Le personnage de ce nouveau manga de Jirô TANIGUCHI

est un promeneur : « Géomètre et cartographe, il arpente la ville, mesurant les distances, comptant chacun de ses pas, afin de dresser la première carte moderne du Japon. » (cf. le rabat de la couverture du livre chez Casterman collection « écritures »)

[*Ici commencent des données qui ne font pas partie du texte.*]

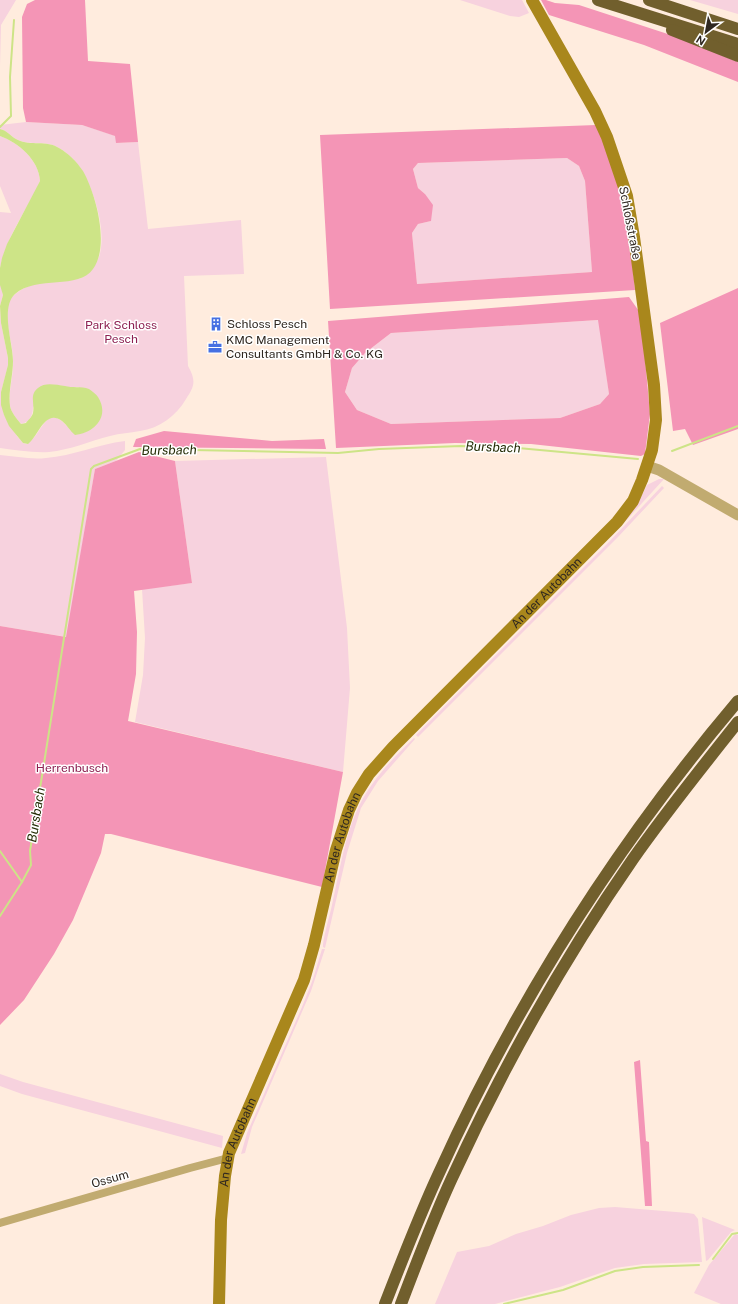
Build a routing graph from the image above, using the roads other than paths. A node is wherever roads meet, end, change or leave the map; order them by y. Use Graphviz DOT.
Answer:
graph roads {
  1 [pos="532,0"];
  2 [pos="598,0"];
  3 [pos="649,0"];
  4 [pos="738,27"];
  5 [pos="738,53"];
  6 [pos="647,466"];
  7 [pos="738,515"];
  8 [pos="738,701"];
  9 [pos="738,722"];
  10 [pos="228,1158"];
  11 [pos="0,1224"];
  12 [pos="219,1304"];
  13 [pos="385,1304"];
  14 [pos="401,1304"];
  1 -- 6 [label="main road, Schloßstraße"];
  2 -- 5 [label="highway"];
  3 -- 4 [label="highway"];
  6 -- 7 [label="street"];
  6 -- 10 [label="main road, An der Autobahn"];
  8 -- 13 [label="highway"];
  9 -- 14 [label="highway"];
  10 -- 11 [label="street, Ossum"];
  10 -- 12 [label="main road, An der Autobahn"];
}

Ceci posé en préambule, pour le promeneur « au gré du vent » que nous sommes dans les superbes dessins de Taniguchi, tout est délicieux . Déjà, le sommaire : double page de mots (« l’orage », « les lucioles », « la lune »…) qui sonnent comme une promesse de haiku ou évoquent des détails de peintures d’Hiroshige (« la pluie », « le chat », « la neige »…). Puis chacune de ces quinze histoires, d’une dizaine de pages, prétexte à découvrir la ville d’Edo en ce début du XIXème siècle avec son architecture, ses petits métiers ou ses charmes intemporels comme la soudaine floraison des cerisiers qui ravissent encore de nos jours les Tokyoïtes et l’apparition du mont Fuji enneigé, au loin, prétexte également à rencontrer Issa, célèbre poète de l’époque et effleurer des légendes traditionnelles comme celles « du bouvier et de la tisserande » ou celle « du lapin qui habite sur la lune ». Autre élément sympathique de ce livre : le personnage de la femme de notre promeneur, intelligente, cultivée, proche de lui intellectuellement et physiquement, faite de patience et d’humour et qui n’hésitera pas à l’accompagner dans sa nouvelle quête.

En même temps que la lecture de ce manga apaisant et à mesure que s’affermit le pas de notre promeneur – inspiré sans doute du géographe Tadataka Inô (1745-1818) -, dégustez tranquillement « Les trente six vues du Mont Fuji » du peintre Hokusaï ou « Les cent vues célèbres d’Edo » d‘Hiroshige pour y retrouver quelques détails repris par Taniguchi (comme « les feux des renards à la veille du Nouvel An sous l’arbre d’Oji », « l’averse » ou « la plaine Juman-tsubo à Susaki, Fukagawa » par exemple), imprégnez-vous des poèmes de Basho, et pour achever de vous dépayser, lancez-vous dans les dessins de Florent Chavouet et ses bien actuelles cette fois « Promenades à Tokyo » (« Tokyo Sanpo« ) éditées par Philippe Picquier.